Google does have repos other than the “big one”. A comment in the article referenced above says that “Google’s Git-hosted Android codebase is divided into more than 800 separate repositories”. That also suggests the scale of the problem that Google would face without its “central” monorepo…
Quick Overview of Google’s Toolset
VCS stats shown include num-source-code-files: 9 million, num-files: 1 billion. That’s a huge difference. The presenter states that the other files include documentation (ok), configuration files (questionable), and “generated source” (!). It also includes “deleted files” (???) and “files copied into release branches” (!). That last one is weird - explanations welcome!
VCS stats also show 15k commits per day by humans, 30k commits by automated systems. Those automated commits are a very unusual way to use a VCS; it’s no longer a human-to-human communication tool, but now (dominantly) a machine-to-human communication tool. Google’s VCS does not count code in “ready for review” status as committed, so perhaps these are commits auto-generated when code reviews (aka pull requests) are approved?
Google’s VCS is an internal tool called Piper. Linux users (the vast majority) use a custom virtual filesystem which makes the whole repository available as a directory tree without needing to actually download files until they are read. Only modified files are stored in a user’s “workspace” (which is typically itself in cloud storage). This supports access to any part of a huge directory tree without excessive per-user disk storage. It isn’t quite clear how users of other operating systems access Piper.
Piper supports branches, and “release branches” are commonly used, but other branches are seldom due to the trunk based development pattern which Google encourages. Hotfixes to a release are done by committing a change to trunk then cherry-picking that to the release branch.
Piper supports per-directory access rights (read/write) and this is used widely to require change approval to specific codebases by their “owners”.
Google has complex pull-request-management tools which support code-review, run pre-merge tests, etc. Only after all tests and approvals have been successful is a pull-request merged to the trunk branch. There is a whole suite of other code-quality tools that get applied automatically.
Google has developed (and open-sourced) a build-tool called Bazel which supports source-level-dependencies; this was described earlier in this article.
Using a monorepo does not necessarily imply trunk-based-development. However google do also agressively apply that pattern.
Proposed Benefits of an Organisation-wide Monorepo
Benefits quoted in Google’s article on their monorepo-plus-trunk-development approach:
- Unified versioning, one source of truth.
- Code sharing and reuse
- Simplified dependency management
- Atomic changes
- Large scale refactoring
- Collaboration across teams
- Flexible team boundaries and code ownership
- Code visibility with tree structure showing code ownership
You can find more details in their article.
Many of these have already been included in the earlier list of “proposed pros of monorepos”. However a few are new, or I would like to comment specifically on Google’s view of these items.
Re Unified Versioning
Google’s article referenced above suggests that one issue with polyrepos is that there can be multiple copies of code, and uncertainty about which is the “source of truth”.

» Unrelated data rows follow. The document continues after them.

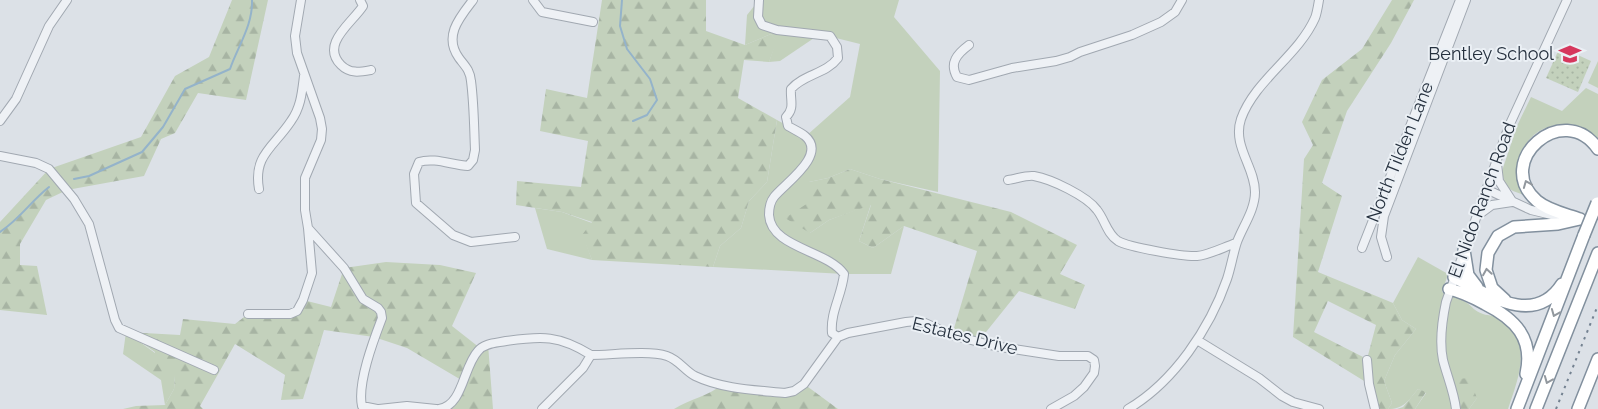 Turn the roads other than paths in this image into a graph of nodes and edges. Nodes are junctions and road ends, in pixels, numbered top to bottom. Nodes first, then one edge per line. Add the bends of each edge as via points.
1 (66, 0) edge
2 (301, 0) edge
3 (360, 0) edge
4 (473, 0) edge
5 (533, 0) edge
6 (760, 0) edge
7 (1182, 0) edge
8 (1319, 0) edge
9 (1460, 0) edge
10 (1466, 0) edge
11 (1567, 0) edge
12 (593, 22) dead end
13 (969, 45) dead end
14 (371, 70) dead end
15 (304, 74) junction
16 (0, 121) edge
17 (1598, 149) edge
18 (0, 156) edge
19 (1497, 160) junction
20 (1008, 180) dead end
21 (259, 189) dead end
22 (1486, 190) junction
23 (1598, 201) edge
24 (1514, 202) junction
25 (1476, 218) junction
26 (1580, 219) junction
27 (308, 228) junction
28 (1584, 235) junction
29 (515, 237) dead end
30 (1236, 243) junction
31 (1362, 248) dead end
32 (1464, 250) junction
33 (1598, 253) edge
34 (1387, 257) dead end
35 (1454, 277) junction
36 (1450, 289) junction
37 (1484, 293) junction
38 (1518, 305) junction
39 (248, 314) dead end
40 (838, 337) junction
41 (1197, 340) junction
42 (591, 355) junction
43 (1367, 360) dead end
44 (1598, 360) edge
45 (214, 370) dead end
46 (1522, 396) junction
47 (378, 409) edge
48 (438, 409) edge
49 (542, 409) edge
50 (1051, 409) edge
51 (1128, 409) edge
52 (1319, 409) edge
53 (1375, 409) edge
54 (1456, 409) edge
55 (1517, 409) edge
56 (1536, 409) edge
57 (1578, 409) edge

1 - 16 street via 49,26 16,99
2 - 15 street via 295,36
3 - 14 street via 363,6 334,42 336,60 346,70
4 - 29 street via 453,31 458,57 468,68 471,80 474,160 468,166 428,159 419,162 414,174 416,203 453,235 471,242
5 - 12 street via 542,12
6 - 40 street via 758,17 762,25 777,30 830,36 837,47 838,58 833,65 796,83 791,89 791,112 786,117 788,126 806,136 811,146 809,158 798,174 774,196 769,215 771,226 779,236 840,268 844,274 831,321 832,333
7 - 13 street via 1175,12 1161,22 1132,35 1063,59 969,80 957,77 953,70 958,55
8 - 30 street via 1306,34 1262,85 1241,120 1240,140 1255,197
9 - 31 street, North Tilden Lane
10 - 34 street via 1384,216 1381,237
11 - 19 street, El Nido Ranch Road via 1519,103
15 - 21 street via 296,113 260,160
15 - 27 street via 322,129 321,140 305,178
26 -> 17 highway via 1537,201 1527,188 1523,167 1531,147 1553,132 1580,134
18 - 45 street via 49,169 74,199 89,224 119,328
19 - 22 street, El Nido Ranch Road
19 - 24 street via 1499,181
20 - 30 street via 1034,176 1084,198 1097,209 1107,229 1118,241 1134,246 1198,256
22 - 24 street
22 - 25 street, El Nido Ranch Road
23 - 28 highway, bridge
24 - 25 street via 1489,206
24 - 26 street via 1549,215
25 - 32 street, El Nido Ranch Road
38 -> 26 highway via 1498,295 1488,279 1486,260 1494,242 1503,232 1514,227
27 - 39 street via 312,274 297,311 290,314
27 - 47 street via 344,268 363,299 381,312 360,399 362,406
28 - 38 highway via 1556,293 1541,303
28 -> 46 highway
30 - 41 street via 1227,281
32 - 35 street, El Nido Ranch Road
32 - 37 highway via 1468,276
33 -> 56 highway
35 - 36 street, El Nido Ranch Road
35 - 37 highway
36 - 46 highway via 1499,311 1519,328 1528,356
36 - 54 street, El Nido Ranch Road via 1441,345
37 - 38 highway
40 - 42 street via 804,384 785,393 713,384 692,375 668,356
40 - 50 street, Estates Drive via 916,321 994,346 1059,356 1088,356 1094,360 1094,373 1084,387
41 - 51 street via 1162,383
41 - 52 street via 1260,378 1282,396
42 - 48 street via 565,341 542,337 488,344 477,351 454,402
42 - 49 street via 583,368
43 - 53 street
44 - 57 highway
46 - 55 highway
47 - 48 street via 408,406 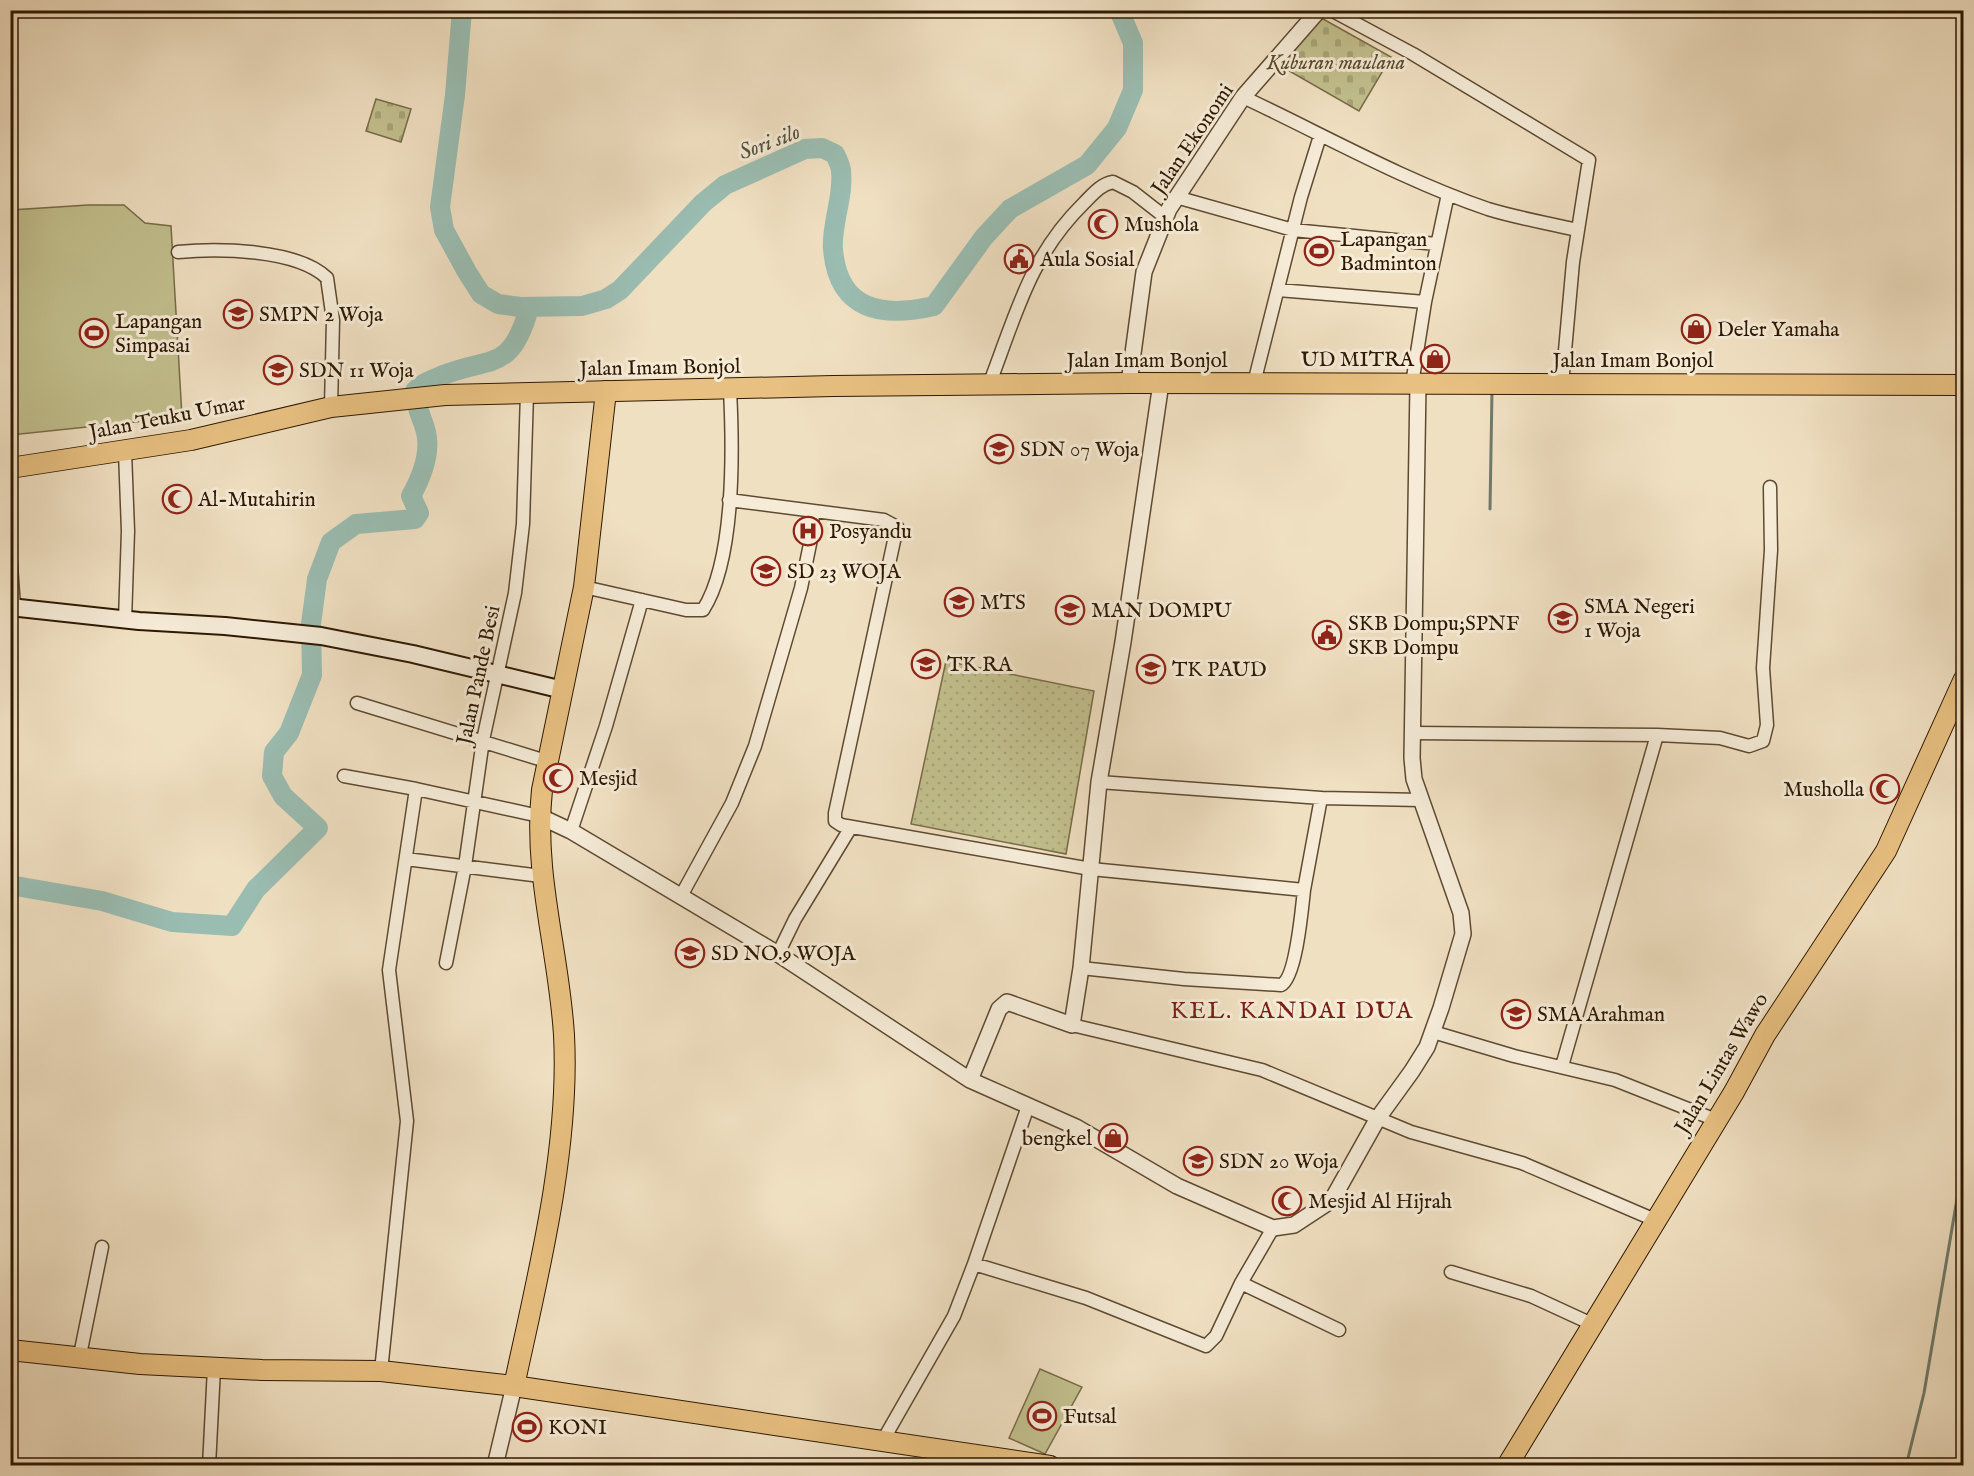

It isn’t clear to me when there would be multiple repos with the same code, and ambiguity about which is the real project. It is suggested that this can be due to “forking of shared libs”, but I don’t follow the reasoning for that. Code has an owner so changes must be submitted to that owner and either they accept them (in which case no fork is needed), or they don’t (in which case a fork is needed) - something that seems to be true regardless of monorepo or not.
This reference could perhaps be to patterns in which a project creates a library specialized for its usecases which has similar behaviour to an existing library. Sometimes this is even done by forking existing code, or copy/paste. There is a balance to be made here, ie tradeoffs to examine. Duplicated code within an organisation of course has its cost; all versions need to be maintained. However specialized code also has its advantages: unneeded code can be trimmed away, maintenance burdens/security exposure/application size are all reduced, and coupling to some general-purpose shared library is removed. Producing shared code which needs to satisfy a large range of usecases, and maintaining reasonable backwards compatibility to avoid disrupting all those users, is complicated and therefore costly. Duplicated code will (and should) remain a valid pattern even in a monorepo and, as far as I can see, a monorepo simply moves this from multiple repositories to multiple directories within a repository - not a major difference.
Re Simplified Dependency Management
Google’s big repository heavily uses the “source-level dependency” approach described earlier. No internal code is ever (explicitly) published as a library, and nothing has a version-number - it’s all HEAD.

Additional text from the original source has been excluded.